Stored items:
+++

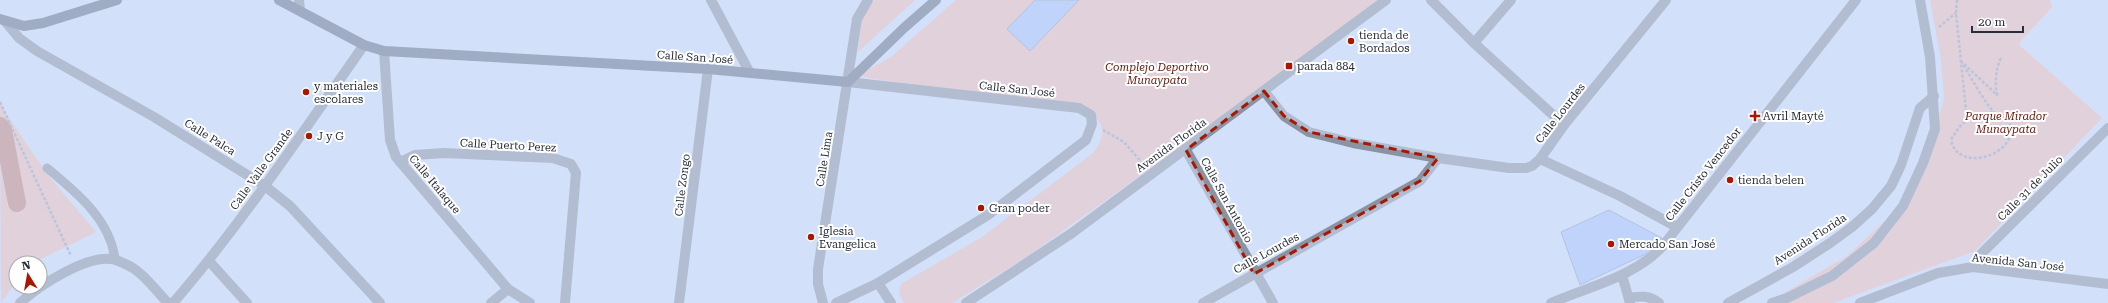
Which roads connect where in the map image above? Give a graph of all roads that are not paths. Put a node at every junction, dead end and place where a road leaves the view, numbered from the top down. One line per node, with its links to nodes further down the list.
1 (117, 0): 14 (street)
2 (279, 0): 13 (street, Calle San José)
3 (299, 0): 13 (street)
4 (712, 0): 19 (street)
5 (868, 0): 20 (street, Calle Lima)
6 (936, 0): 20 (street)
7 (1386, 0): 21 (street, Avenida Florida)
8 (1431, 0): 15 (street)
9 (1511, 0): 15 (street)
10 (1666, 0): 23 (street, Calle Lourdes)
11 (1856, 0): 31 (street, Calle Cristo Vencedor)
12 (1920, 0): 22 (street)
13 (300, 11): 16 (street, Calle San José)
14 (2, 20): 30 (street, Calle Palca)
15 (1474, 43): 23 (street)
16 (364, 45): 17 (street, Calle San José); 30 (street, Calle Valle Grande)
17 (384, 51): 18 (street, Calle San José); 28 (street, Calle Italaque)
18 (708, 69): 19 (street, Calle San José); 49 (street, Calle Zongo)
19 (750, 73): 20 (street, Calle San José)
20 (848, 82): 37 (street, Calle San José); 50 (street, Calle Lima)
21 (1264, 91): 25 (street, Avenida Florida); 26 (street, Calle Lourdes)
22 (1934, 96): 58 (street, Avenida Florida); 59 (street)
23 (1564, 126): 27 (street, Calle Lourdes)
24 (2108, 128): 34 (street, Calle 31 de Julio)
25 (1186, 150): 35 (street, Calle San Antonio); 53 (street, Avenida Florida)
26 (1438, 158): 27 (street, Calle Lourdes); 35 (street, Calle Lourdes)
27 (1540, 159): 31 (street)
28 (400, 162): 39 (street, Calle Italaque); 48 (street, Calle Puerto Perez)
29 (47, 168): 32 (lane)
30 (265, 186): 33 (street, Calle Valle Grande); 45 (street, Calle Palca)
31 (1677, 227): 36 (street, Calle Cristo Vencedor)
32 (115, 260): 41 (street); 42 (street)
33 (209, 261): 43 (street, Calle Valle Grande); 44 (street)
34 (1973, 267): 38 (street, Avenida San José); 60 (street, Avenida San José)
35 (1254, 274): 54 (street, Calle Lourdes); 55 (street, Calle San Antonio)
36 (1622, 275): 40 (street); 56 (street, Calle Cristo Vencedor)
37 (878, 283): 51 (street); 52 (street)
38 (2108, 284)
39 (508, 289): 46 (street); 47 (street, Calle Italaque)
40 (1630, 301): 57 (street)
41 (20, 303)
42 (168, 303)
43 (173, 303)
44 (247, 303)
45 (380, 303)
46 (491, 303)
47 (530, 303)
48 (565, 303)
49 (679, 303)
50 (822, 303)
51 (836, 303)
52 (891, 303)
53 (966, 303)
54 (1203, 303)
55 (1272, 303)
56 (1551, 303)
57 (1659, 303)
58 (1728, 303)
59 (1772, 303)
60 (1860, 303)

+++

WORK ORDER —
Your task is to return every entry exactly as it was written, with the pictures removed.

YOUR SOLUTION —
Which roads connect where in the map image above? Give a graph of all roads that are not paths. Put a node at every junction, dead end and place where a road leaves the view, numbered from the top down. One line per node, with its links to nodes further down the list.
1 (117, 0): 14 (street)
2 (279, 0): 13 (street, Calle San José)
3 (299, 0): 13 (street)
4 (712, 0): 19 (street)
5 (868, 0): 20 (street, Calle Lima)
6 (936, 0): 20 (street)
7 (1386, 0): 21 (street, Avenida Florida)
8 (1431, 0): 15 (street)
9 (1511, 0): 15 (street)
10 (1666, 0): 23 (street, Calle Lourdes)
11 (1856, 0): 31 (street, Calle Cristo Vencedor)
12 (1920, 0): 22 (street)
13 (300, 11): 16 (street, Calle San José)
14 (2, 20): 30 (street, Calle Palca)
15 (1474, 43): 23 (street)
16 (364, 45): 17 (street, Calle San José); 30 (street, Calle Valle Grande)
17 (384, 51): 18 (street, Calle San José); 28 (street, Calle Italaque)
18 (708, 69): 19 (street, Calle San José); 49 (street, Calle Zongo)
19 (750, 73): 20 (street, Calle San José)
20 (848, 82): 37 (street, Calle San José); 50 (street, Calle Lima)
21 (1264, 91): 25 (street, Avenida Florida); 26 (street, Calle Lourdes)
22 (1934, 96): 58 (street, Avenida Florida); 59 (street)
23 (1564, 126): 27 (street, Calle Lourdes)
24 (2108, 128): 34 (street, Calle 31 de Julio)
25 (1186, 150): 35 (street, Calle San Antonio); 53 (street, Avenida Florida)
26 (1438, 158): 27 (street, Calle Lourdes); 35 (street, Calle Lourdes)
27 (1540, 159): 31 (street)
28 (400, 162): 39 (street, Calle Italaque); 48 (street, Calle Puerto Perez)
29 (47, 168): 32 (lane)
30 (265, 186): 33 (street, Calle Valle Grande); 45 (street, Calle Palca)
31 (1677, 227): 36 (street, Calle Cristo Vencedor)
32 (115, 260): 41 (street); 42 (street)
33 (209, 261): 43 (street, Calle Valle Grande); 44 (street)
34 (1973, 267): 38 (street, Avenida San José); 60 (street, Avenida San José)
35 (1254, 274): 54 (street, Calle Lourdes); 55 (street, Calle San Antonio)
36 (1622, 275): 40 (street); 56 (street, Calle Cristo Vencedor)
37 (878, 283): 51 (street); 52 (street)
38 (2108, 284)
39 (508, 289): 46 (street); 47 (street, Calle Italaque)
40 (1630, 301): 57 (street)
41 (20, 303)
42 (168, 303)
43 (173, 303)
44 (247, 303)
45 (380, 303)
46 (491, 303)
47 (530, 303)
48 (565, 303)
49 (679, 303)
50 (822, 303)
51 (836, 303)
52 (891, 303)
53 (966, 303)
54 (1203, 303)
55 (1272, 303)
56 (1551, 303)
57 (1659, 303)
58 (1728, 303)
59 (1772, 303)
60 (1860, 303)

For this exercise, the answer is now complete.